Individual Page


Family
Marriage: Children:
  1. Thomas Butler: Birth: ABT. 1770. Death: ABT. 1835

  2. Nancy Butler: Birth: 1796.

  3. William R Butler: Birth: 12 Jan 1799. Death: 14 May 1849

  4. John W Butler: Birth: 1808. Death: 1879

  5. Person Not Viewable

  6. Jacob R Butler: Death: BEF. 1837

  7. Person Not Viewable

  8. Person Not Viewable

  9. Person Not Viewable


Notes
a. Note:   Thomas lived in Frederick County, Maryland. He later moved to Bedford County, Virginia. He later moved to Anderson County, Tennessee.
  Although William Butler, Senior, was the revered patriarch of the Butler clan, it was his son Thomas A Butler, Senior who paved the way for the families to move from Virginia to Poplar Creek in present Anderson County, Tennessee. Thomas was the initiator and leader in the family. On February 13, 1800, he bought from Charles McClung 1000 acres from the 5,000-acre tract on Main Poplar Creek and parts of Brushy Fork and Mountain Fork of Poplar Creek (Knox County Deed Book F, Volume 2, Page 8). He sold parts of his 1000 acre tract to his father, brothers and sisters who soon followed.
  A well-known genealogist, Penelope Johnson Allen, made a comprehensive study of the Jacob Butler line, and stated positively that the Butlers were of German descent. Early Anderson County records substantiate this claim to a certain extent because in many of these documents the name is spelled "Boteler" which may indicate German spelling, or it could be only a spelling derived from a Virginia accent.
  On April 4, 1834, Thomas A Butler, Senior, made an affidavit in a Revolutionary War pension application in Anderson County in which he stated that he was born November 11, 1763 in Frederick County, Maryland, and that his parents moved when he was young to Bedford County, Virginia, in that portion which was cut off later to form Campbell County, Virginia.

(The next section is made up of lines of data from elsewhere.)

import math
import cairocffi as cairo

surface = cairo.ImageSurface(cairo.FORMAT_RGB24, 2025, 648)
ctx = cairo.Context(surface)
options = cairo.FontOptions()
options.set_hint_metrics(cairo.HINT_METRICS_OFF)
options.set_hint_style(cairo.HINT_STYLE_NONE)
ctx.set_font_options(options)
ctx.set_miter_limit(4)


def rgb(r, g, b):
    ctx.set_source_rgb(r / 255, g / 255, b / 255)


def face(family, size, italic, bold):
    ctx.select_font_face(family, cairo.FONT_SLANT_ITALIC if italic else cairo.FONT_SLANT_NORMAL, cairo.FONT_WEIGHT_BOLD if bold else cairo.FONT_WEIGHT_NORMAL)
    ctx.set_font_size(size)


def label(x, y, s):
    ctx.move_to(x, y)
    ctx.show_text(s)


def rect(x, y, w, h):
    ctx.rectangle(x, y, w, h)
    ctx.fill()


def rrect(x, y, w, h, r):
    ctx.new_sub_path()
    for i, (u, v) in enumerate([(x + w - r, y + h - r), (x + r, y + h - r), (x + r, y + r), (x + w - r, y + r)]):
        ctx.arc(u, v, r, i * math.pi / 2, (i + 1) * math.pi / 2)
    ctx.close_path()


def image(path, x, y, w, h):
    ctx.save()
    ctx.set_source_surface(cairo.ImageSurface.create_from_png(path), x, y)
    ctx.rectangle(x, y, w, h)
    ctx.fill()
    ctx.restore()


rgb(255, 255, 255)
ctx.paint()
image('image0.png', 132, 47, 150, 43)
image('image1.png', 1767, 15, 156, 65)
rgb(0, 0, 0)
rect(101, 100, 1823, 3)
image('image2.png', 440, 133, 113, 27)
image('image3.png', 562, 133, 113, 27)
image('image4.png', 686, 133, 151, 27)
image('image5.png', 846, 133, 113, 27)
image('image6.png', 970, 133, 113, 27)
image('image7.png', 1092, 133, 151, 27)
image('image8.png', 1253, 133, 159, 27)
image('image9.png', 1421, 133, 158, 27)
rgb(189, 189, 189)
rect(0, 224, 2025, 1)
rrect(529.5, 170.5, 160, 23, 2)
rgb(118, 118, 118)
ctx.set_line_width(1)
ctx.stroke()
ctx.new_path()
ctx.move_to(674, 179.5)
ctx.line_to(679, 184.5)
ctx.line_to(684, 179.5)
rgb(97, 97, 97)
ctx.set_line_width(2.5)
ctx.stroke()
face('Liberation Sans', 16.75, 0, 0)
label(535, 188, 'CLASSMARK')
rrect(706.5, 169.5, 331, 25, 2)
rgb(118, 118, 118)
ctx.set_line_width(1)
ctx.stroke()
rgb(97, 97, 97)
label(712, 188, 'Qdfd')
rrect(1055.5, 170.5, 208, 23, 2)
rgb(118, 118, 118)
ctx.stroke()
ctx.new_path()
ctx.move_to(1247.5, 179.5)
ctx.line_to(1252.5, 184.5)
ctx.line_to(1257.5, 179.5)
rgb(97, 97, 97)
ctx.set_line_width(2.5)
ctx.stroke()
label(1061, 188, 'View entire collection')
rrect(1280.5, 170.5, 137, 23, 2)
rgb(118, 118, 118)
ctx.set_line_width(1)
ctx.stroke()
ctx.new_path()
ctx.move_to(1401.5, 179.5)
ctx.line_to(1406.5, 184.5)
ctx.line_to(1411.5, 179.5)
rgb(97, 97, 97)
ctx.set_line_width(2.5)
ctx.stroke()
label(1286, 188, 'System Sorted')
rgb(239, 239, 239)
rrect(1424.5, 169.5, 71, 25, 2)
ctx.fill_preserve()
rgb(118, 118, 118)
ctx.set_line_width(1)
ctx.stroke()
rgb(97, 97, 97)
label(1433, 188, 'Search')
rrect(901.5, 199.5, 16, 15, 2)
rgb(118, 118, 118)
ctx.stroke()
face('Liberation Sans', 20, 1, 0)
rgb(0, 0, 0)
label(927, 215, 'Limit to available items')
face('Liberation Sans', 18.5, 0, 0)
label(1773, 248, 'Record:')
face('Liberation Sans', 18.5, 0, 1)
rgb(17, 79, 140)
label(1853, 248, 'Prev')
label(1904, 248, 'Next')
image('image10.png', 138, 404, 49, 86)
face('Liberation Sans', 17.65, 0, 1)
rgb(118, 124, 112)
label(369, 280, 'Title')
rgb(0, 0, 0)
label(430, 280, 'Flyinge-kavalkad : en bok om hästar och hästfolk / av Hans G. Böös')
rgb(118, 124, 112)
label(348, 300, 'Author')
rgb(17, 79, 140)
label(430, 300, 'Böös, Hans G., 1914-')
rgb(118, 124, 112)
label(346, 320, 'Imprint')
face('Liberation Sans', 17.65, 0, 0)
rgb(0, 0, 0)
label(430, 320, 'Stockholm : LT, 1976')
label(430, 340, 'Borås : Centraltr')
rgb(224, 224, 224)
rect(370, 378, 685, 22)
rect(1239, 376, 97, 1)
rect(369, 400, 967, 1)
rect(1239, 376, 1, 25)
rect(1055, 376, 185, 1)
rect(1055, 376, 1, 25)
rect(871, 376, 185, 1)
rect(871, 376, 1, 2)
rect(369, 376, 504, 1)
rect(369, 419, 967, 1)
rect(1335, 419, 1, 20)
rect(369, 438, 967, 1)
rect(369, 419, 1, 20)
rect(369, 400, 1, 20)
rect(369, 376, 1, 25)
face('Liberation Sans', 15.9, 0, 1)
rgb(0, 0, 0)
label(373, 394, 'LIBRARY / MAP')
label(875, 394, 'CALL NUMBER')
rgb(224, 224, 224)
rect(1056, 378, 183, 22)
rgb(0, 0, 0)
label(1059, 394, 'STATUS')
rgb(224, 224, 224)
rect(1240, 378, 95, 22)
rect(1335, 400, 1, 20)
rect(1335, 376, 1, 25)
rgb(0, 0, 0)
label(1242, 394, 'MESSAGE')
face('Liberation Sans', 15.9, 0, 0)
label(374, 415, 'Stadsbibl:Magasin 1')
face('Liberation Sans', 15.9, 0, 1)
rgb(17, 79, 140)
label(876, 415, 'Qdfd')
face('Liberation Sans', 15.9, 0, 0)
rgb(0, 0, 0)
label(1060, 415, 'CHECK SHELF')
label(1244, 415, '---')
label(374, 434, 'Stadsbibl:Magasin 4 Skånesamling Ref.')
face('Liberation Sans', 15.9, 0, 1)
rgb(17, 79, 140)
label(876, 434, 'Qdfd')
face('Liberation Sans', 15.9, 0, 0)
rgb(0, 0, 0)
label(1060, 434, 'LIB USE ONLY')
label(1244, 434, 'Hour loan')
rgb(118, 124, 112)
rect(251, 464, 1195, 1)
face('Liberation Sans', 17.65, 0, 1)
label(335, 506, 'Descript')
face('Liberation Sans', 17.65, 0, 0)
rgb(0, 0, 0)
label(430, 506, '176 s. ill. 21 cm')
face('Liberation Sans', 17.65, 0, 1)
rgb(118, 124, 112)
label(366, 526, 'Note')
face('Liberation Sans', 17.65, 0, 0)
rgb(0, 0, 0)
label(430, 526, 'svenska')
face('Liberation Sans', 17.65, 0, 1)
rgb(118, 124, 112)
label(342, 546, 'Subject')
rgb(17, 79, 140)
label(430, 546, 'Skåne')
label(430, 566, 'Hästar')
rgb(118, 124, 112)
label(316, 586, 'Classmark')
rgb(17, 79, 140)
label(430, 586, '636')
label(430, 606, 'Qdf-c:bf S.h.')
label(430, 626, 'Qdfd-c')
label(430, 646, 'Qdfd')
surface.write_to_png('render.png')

He enlisted as a private horseman during the fall of 1780, and saw limited action at New London, Petersburg, and Portsmouth. He was verbally discharged after this tour of three months. Thomas again volunteered and marched with the army by old Jamestown to Williamsburg and on to the seige of Yorktown. The applicant was under the command of Col. Skipper the night that the British "spiked four of our cannons." In his statement, Thomas says that he was standing beside a man by the name of Vaughn when said Vaughn's head was shot off. He did much labor in throwing up batteries during the seige, and when the British magazine was blown up, he saw the bodies of many British soldiers flying up into the air. After the surrender of British General Cornwallis, he was unable to serve as a guard of the prisoners, and was given a written discharge by Dr. Cogswell which certificate has long since been lost. This abstract contains the high points of the affidavit.
  At the end of the affidavit, his aged hand tried to affix his signature, but only the first part is legible, and the Justice-of-the Peace, Robert Galbraith, signed for him and William made his mark.
  Alexander Galbraith and Richard Oliver submitted affidavits to the County Court to support the pension application. Four months after the above application, Thomas died (August 31, 1834) and is probably buried in an unmarked grave near the Butler Cemetery.
  Thomas erected a saw and a grist mill, and a large iron forge at the confluence of Brushy and Mountain Forks of Poplar Creek. Matthew Rhea states that by 1830, iron produced from this forge and one other on Brush Fork was the third leading product in Anderson County. Although details are not known, the iron works was in operation over a considerable period of time and evidently required the employment of a large number of people for all phases of its operation. Under a Tennessee law passed in 1824 for the encouragement of iron works, Thomas received a grant (No. 16591) for 2,600 acres on the condition that the iron works would be kept in repair and in operation. The 2,600 acre tract was located on the Northeast of the forge and between the property lines of the Galbraiths and the Hoskins lines across the Pine Ridge. This tract was still a part of the Thomas A. Butler estate after his death, and was included in the division of his estate by a Court appointed Commission.
  In addition to the 3,600 acres mentioned, Thomas continued to obtain more land by State grrants and by purchase including various mill sites and coal and other mineral lands in Morgan County. He entered the seven-acre tract, later known as the Salt-Well tract, and a one-acre "coal bank) in 1808 which probably the earliest written reference to coal in Tennessee records. Thomas was also the promoter of the Butler Turnpike in Morgan County in 1817 which was to connect Piles Turnpike with the Cumberland Road. Thus, it may be seen that he was a big land and slave holder, and a large-scale entrepreneur of proven ability.
  Thomas A. Butler, Senior died interstate and no precise, or official list of his children has been found. Fourtunately, in Anderson County Deed Book J. Page 131, John W Butler, a son of Thomas, sold his one-ninth interest in his father's estate to the remaining legatees and devisees who are named in part.